Cigarette companies will have to admit they were wrong through a series of pre-written slogans, as well as pay for the entire media blitz out of their own pockets. It's unclear exactly how much that will cost, but it's bad news for an industry that's been shrinking in recent years. Tobacco advertising spending dropped from $12.5 billion in 2006 to $8.05 billion in 2010, according to a report by the Federal Trade Commission (FTC).

Why It Matters

The statements actually date back to a 1999 case the government brought against cigarette companies under the "Racketeer Influenced and Corrupt Organizations Act," which accused manufacturers of willfully hiding smoking dangers to earn money. The companies were found guilty in 2006.

The ruling handed out November 27, 2012, attemps to finalize the corrective statements cigarette companies will have to use. Kessler wrote the new advertising campaign would counterweight the companies' "past deception" since at least 1964, the Guardian reported. Some of the proposed slogans include:

  • "A federal court has ruled that the defendant tobacco companies deliberately deceived the American public by falsely selling and advertising low tar and light cigarettes as less harmful than regular cigarettes. ..."
  • "Smoking kills, on average, 1,200 Americans. Every day. ..."
  • "Smoking kills more people than murder, AIDS, suicide, drugs, car crashes and alcohol combined. ..."
  • "Secondhand smoke kills over 3,000 Americans a year. ..."

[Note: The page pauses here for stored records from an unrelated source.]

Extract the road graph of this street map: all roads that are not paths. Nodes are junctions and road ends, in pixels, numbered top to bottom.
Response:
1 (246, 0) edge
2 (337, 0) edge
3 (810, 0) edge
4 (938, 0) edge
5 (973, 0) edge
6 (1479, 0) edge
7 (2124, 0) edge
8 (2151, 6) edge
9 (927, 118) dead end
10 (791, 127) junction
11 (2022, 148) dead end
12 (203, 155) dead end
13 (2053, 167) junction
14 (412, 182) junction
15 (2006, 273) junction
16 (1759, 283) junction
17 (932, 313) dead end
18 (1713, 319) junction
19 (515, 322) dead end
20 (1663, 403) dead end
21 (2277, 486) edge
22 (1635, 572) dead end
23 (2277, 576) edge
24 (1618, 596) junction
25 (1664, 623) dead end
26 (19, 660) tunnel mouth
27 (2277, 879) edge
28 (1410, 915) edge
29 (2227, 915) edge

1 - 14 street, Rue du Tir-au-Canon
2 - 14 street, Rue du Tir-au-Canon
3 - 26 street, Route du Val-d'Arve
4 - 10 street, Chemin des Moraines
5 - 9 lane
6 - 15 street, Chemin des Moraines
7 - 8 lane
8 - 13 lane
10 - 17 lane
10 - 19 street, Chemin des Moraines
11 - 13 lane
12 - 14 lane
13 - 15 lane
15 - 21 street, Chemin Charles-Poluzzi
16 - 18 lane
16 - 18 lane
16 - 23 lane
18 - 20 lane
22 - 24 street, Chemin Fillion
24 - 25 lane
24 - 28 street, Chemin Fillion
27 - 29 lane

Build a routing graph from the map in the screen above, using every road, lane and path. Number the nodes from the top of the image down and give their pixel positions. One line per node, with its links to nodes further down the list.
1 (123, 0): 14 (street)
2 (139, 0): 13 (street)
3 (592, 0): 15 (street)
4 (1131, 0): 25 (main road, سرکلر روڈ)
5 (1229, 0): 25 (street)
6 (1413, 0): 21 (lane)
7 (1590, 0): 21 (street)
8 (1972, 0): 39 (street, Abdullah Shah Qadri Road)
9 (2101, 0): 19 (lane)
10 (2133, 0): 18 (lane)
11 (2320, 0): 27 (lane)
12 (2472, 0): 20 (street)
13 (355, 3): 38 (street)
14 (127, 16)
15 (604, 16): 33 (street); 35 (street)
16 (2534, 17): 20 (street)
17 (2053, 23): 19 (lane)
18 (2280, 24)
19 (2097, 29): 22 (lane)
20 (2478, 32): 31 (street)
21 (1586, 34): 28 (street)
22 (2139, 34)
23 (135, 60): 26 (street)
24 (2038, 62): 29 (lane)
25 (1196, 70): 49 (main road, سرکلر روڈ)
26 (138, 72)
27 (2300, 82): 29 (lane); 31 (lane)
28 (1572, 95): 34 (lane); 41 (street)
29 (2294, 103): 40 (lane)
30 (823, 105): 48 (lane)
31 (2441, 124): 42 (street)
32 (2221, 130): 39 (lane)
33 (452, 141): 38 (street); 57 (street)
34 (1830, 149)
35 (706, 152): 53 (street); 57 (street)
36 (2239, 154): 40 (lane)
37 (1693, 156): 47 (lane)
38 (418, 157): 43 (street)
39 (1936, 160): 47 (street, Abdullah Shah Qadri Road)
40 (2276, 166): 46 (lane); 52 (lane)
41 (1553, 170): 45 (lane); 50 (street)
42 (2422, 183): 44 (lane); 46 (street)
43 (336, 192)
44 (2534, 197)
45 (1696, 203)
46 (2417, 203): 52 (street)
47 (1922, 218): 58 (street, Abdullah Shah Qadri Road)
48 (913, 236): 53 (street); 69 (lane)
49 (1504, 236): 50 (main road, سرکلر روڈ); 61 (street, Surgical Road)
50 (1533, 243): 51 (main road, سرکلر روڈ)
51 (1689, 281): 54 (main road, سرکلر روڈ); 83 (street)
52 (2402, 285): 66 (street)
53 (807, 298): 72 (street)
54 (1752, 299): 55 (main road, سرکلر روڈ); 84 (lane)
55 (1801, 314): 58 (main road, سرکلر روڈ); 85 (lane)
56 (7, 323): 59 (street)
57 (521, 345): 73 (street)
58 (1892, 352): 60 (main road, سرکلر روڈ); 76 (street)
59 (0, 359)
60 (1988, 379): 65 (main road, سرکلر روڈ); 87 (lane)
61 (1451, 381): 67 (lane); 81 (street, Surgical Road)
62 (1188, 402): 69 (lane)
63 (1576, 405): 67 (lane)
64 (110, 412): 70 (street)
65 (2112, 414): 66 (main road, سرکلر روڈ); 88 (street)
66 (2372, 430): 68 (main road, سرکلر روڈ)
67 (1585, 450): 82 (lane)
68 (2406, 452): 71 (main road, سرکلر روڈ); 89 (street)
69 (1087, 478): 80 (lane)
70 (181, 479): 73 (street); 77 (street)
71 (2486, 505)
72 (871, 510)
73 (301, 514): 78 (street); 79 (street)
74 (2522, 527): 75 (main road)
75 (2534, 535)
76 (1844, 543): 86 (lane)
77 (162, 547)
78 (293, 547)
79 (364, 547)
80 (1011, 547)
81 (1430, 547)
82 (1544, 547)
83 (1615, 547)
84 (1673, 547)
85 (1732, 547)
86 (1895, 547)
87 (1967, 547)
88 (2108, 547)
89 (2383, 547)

It's certainly more aggressive labelling than the warnings currently found on most cigarette packs in the U.S.

What Comes Next?

Almost no one argues cigarettes are "good" for you, but there has been a slow-burning argument over whether people have the constitutional right to do that damage to themselves. The argument goes, "Cigarettes are bad, but who are we, or the government, to tell people what they can or cannot do?" Alcohol is a common foil — if it's legal, why not cigarettes? The flip side argues that cigarettes have no redeeming factor, especially when they're marketed to young, impressionable demographics (the older demographics keep dying partly due to age and partly because of, well, smoking). The most recent ruling seems to attack the advertising element of cigarette sales, forcing major tobacco companies to come clean in a publicly shaming way.

A final verdict on how and where the corrective messages will be advertised is expected in March, RT.com reported, but cigarette companies may still appeal the exact wording, which could delay the ruling even further.